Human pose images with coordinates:
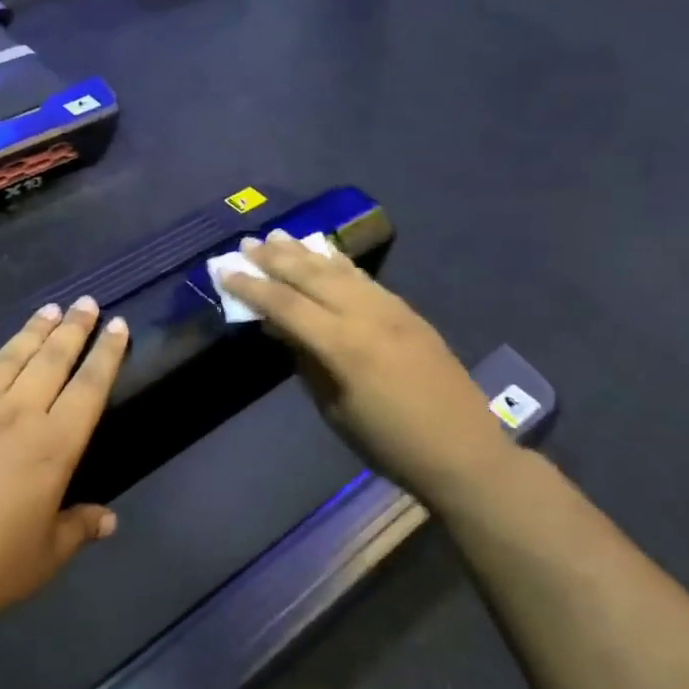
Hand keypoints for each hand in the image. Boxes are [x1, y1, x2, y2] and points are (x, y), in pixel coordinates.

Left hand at [0, 298, 129, 642]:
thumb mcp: (43, 559)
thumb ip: (78, 530)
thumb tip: (110, 519)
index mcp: (53, 447)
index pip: (89, 388)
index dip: (106, 354)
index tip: (116, 325)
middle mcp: (16, 414)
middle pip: (52, 360)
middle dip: (73, 329)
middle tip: (86, 302)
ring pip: (9, 357)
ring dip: (31, 331)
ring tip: (49, 308)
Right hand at [220, 232, 515, 512]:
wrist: (463, 451)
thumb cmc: (389, 443)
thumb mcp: (335, 410)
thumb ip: (306, 362)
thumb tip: (280, 328)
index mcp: (343, 346)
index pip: (286, 305)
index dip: (252, 287)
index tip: (225, 273)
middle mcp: (366, 315)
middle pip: (311, 276)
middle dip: (275, 259)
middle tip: (246, 244)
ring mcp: (391, 309)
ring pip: (340, 270)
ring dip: (305, 252)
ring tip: (278, 237)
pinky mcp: (408, 311)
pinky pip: (364, 278)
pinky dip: (338, 263)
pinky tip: (324, 254)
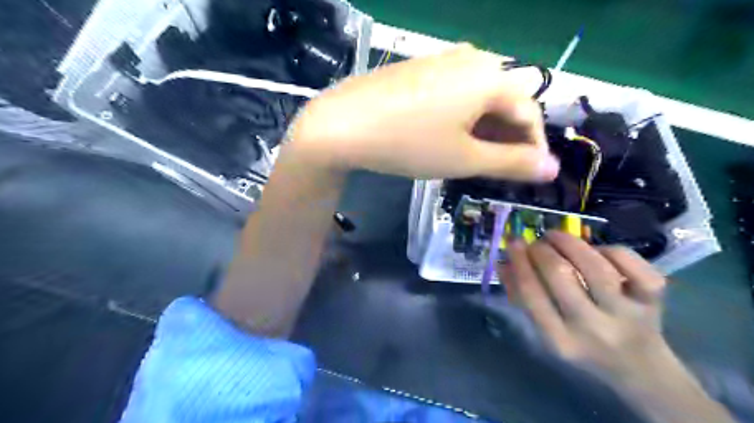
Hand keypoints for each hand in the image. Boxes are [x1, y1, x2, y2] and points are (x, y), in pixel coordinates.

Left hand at [290, 42, 558, 179]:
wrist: (343, 125)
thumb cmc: (410, 143)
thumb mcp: (465, 158)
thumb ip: (512, 163)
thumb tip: (552, 169)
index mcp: (491, 76)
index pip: (529, 113)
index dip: (534, 147)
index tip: (531, 174)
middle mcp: (472, 58)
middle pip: (505, 101)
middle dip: (508, 138)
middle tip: (500, 169)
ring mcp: (443, 60)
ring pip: (479, 97)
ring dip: (485, 128)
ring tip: (476, 157)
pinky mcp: (421, 69)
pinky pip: (456, 92)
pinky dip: (463, 116)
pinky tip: (450, 135)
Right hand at [502, 233, 733, 420]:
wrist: (639, 367)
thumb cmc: (582, 345)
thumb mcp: (546, 330)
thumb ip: (522, 297)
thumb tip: (504, 261)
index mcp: (560, 340)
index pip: (531, 293)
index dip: (519, 261)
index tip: (513, 242)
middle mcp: (593, 328)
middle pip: (561, 274)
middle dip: (542, 250)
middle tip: (536, 242)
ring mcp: (627, 313)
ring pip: (595, 266)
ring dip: (569, 242)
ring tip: (556, 236)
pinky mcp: (652, 300)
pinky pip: (630, 263)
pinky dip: (609, 249)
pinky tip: (595, 250)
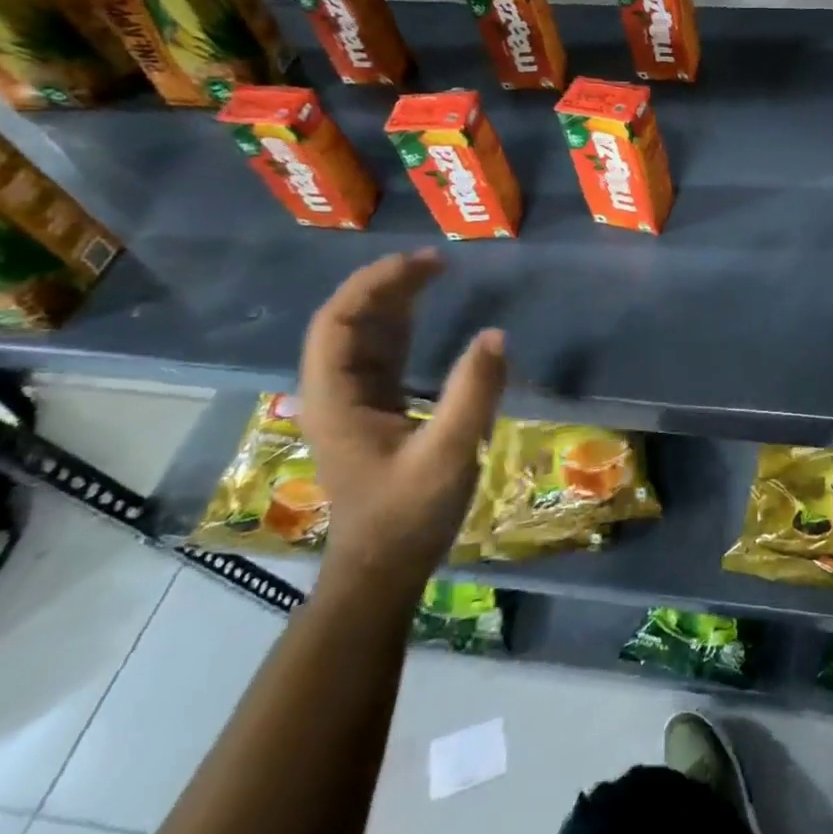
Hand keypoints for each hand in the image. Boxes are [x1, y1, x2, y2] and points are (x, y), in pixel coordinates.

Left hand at [298, 250, 505, 593]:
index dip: (373, 285)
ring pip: (366, 336)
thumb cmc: (408, 515)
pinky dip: (403, 327)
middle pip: (349, 322)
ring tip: (435, 274)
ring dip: (394, 302)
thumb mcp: (447, 454)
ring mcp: (355, 402)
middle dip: (387, 285)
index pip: (337, 323)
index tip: (420, 263)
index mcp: (337, 399)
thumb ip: (472, 394)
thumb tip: (496, 335)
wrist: (384, 571)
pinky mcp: (376, 412)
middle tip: (437, 262)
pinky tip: (427, 314)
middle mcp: (337, 393)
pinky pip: (384, 356)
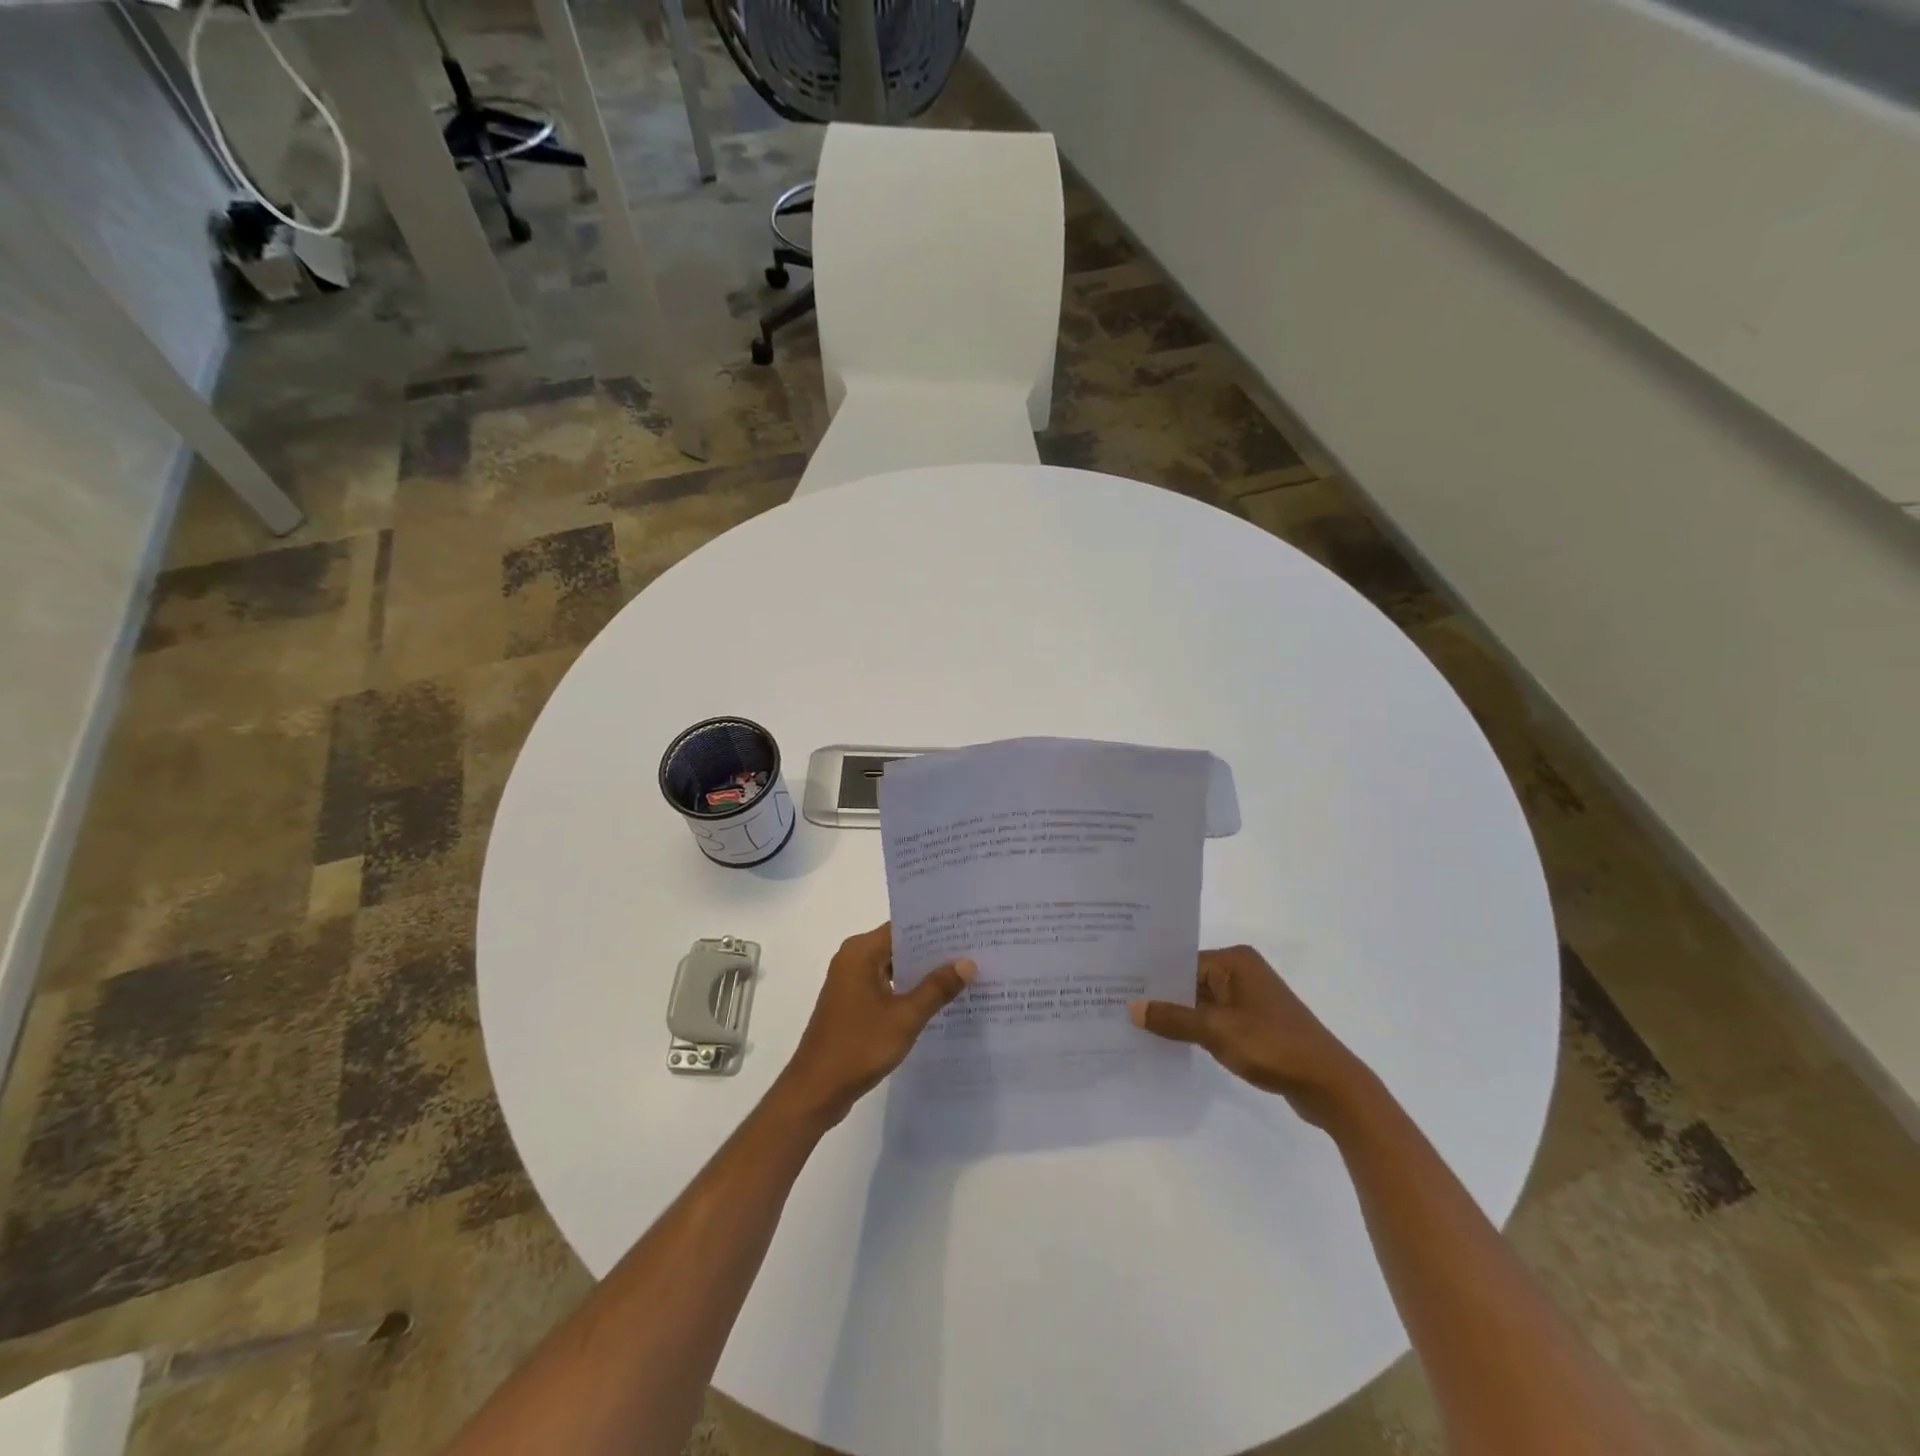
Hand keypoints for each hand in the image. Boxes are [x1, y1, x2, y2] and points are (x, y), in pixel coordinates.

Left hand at [771, 923, 974, 1130]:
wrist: (815, 1090)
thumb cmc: (859, 1046)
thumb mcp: (905, 1017)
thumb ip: (937, 988)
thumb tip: (967, 962)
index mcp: (861, 952)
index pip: (904, 927)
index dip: (935, 928)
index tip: (966, 929)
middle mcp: (853, 959)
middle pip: (899, 945)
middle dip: (933, 951)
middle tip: (973, 952)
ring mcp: (850, 982)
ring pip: (893, 967)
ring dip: (921, 973)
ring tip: (962, 975)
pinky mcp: (851, 1003)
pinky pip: (885, 986)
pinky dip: (907, 991)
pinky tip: (936, 1002)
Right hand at [1130, 945, 1368, 1125]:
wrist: (1330, 1085)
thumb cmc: (1273, 1046)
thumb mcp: (1217, 1031)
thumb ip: (1174, 1018)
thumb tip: (1132, 1007)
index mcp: (1235, 961)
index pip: (1182, 962)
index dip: (1152, 978)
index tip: (1117, 987)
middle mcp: (1241, 972)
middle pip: (1189, 980)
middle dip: (1161, 997)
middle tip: (1119, 1005)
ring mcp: (1249, 999)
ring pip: (1200, 1002)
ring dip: (1177, 1016)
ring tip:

Work to complete: The response must repeat exactly the lines above from the one with "ring tip: (476, 157)" through the one with "thumb ip: (472, 394)", including both, and must contain no pictures and no other text.

Expected output:
ring tip: (476, 157)
pinky mcp: (421, 69)
pinky pip: (456, 92)
pinky dip: (463, 116)
pinky tip: (450, 135)
Right hand at [502, 233, 733, 420]:
wrist: (639, 367)
thumb cmc: (582, 345)
thumb mcp: (546, 330)
thumb ip: (522, 297)
thumb tip: (504, 261)
index mcp: (560, 340)
index pip: (531, 293)
index dip: (519, 261)
index tip: (513, 242)
middle mcp: (593, 328)
middle pip: (561, 274)
middle dip: (542, 250)
middle tip: (536, 242)
ring mcp: (627, 313)
ring pip: (595, 266)
ring dip: (569, 242)
ring tip: (556, 236)
pinky mcp: (652, 300)
pinky pip: (630, 263)
pinky dip: (609, 249)
pinky tip: (595, 250)
Hand keypoints for each hand in the image. Boxes are [x1, y1, x2, y2] and points are (x, y), in pixel coordinates.

Left hand at [298, 250, 505, 593]:
index dip: (373, 285)
ring pip: (366, 336)
thumb cmc: (408, 515)
pinky dip: (403, 327)
middle pip: (349, 322)
ring tip: (435, 274)
ring dip: (394, 302)
thumb mcp: (447, 454)
ring mcp: (355, 402)
middle dip: (387, 285)
index pip: (337, 323)
index tip: (420, 263)
index mcp: (337, 399)
thumb ip: (472, 394)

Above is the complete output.